# What the task requires
Return every line from the records below with the string "thumb".

# Task input
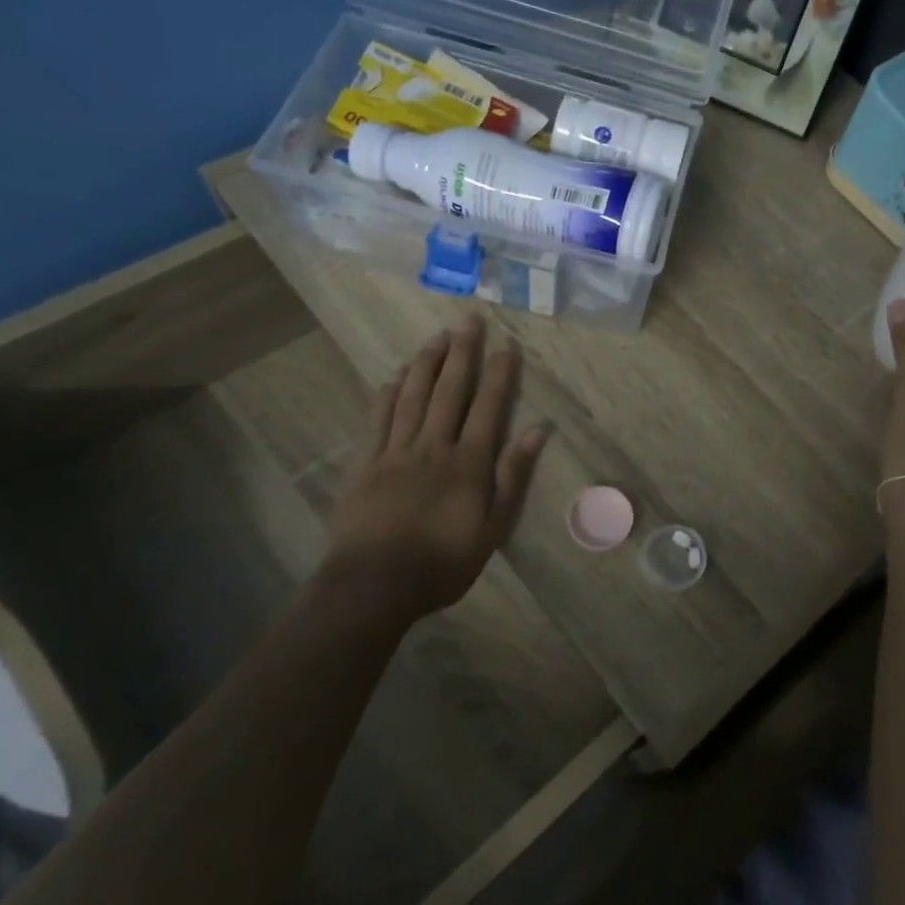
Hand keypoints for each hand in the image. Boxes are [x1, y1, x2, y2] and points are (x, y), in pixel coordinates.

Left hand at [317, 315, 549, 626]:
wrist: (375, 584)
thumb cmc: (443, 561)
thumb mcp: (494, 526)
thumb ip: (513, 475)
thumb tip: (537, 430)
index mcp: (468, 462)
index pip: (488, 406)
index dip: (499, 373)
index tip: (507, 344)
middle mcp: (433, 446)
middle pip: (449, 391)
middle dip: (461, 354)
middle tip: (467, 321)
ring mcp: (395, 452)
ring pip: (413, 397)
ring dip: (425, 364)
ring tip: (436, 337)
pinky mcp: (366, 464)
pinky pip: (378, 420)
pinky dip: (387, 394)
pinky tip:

# The completed task
thumb cmc: (443, 561)
thumb mcp: (494, 526)
thumb ip: (513, 475)
thumb tip: (537, 430)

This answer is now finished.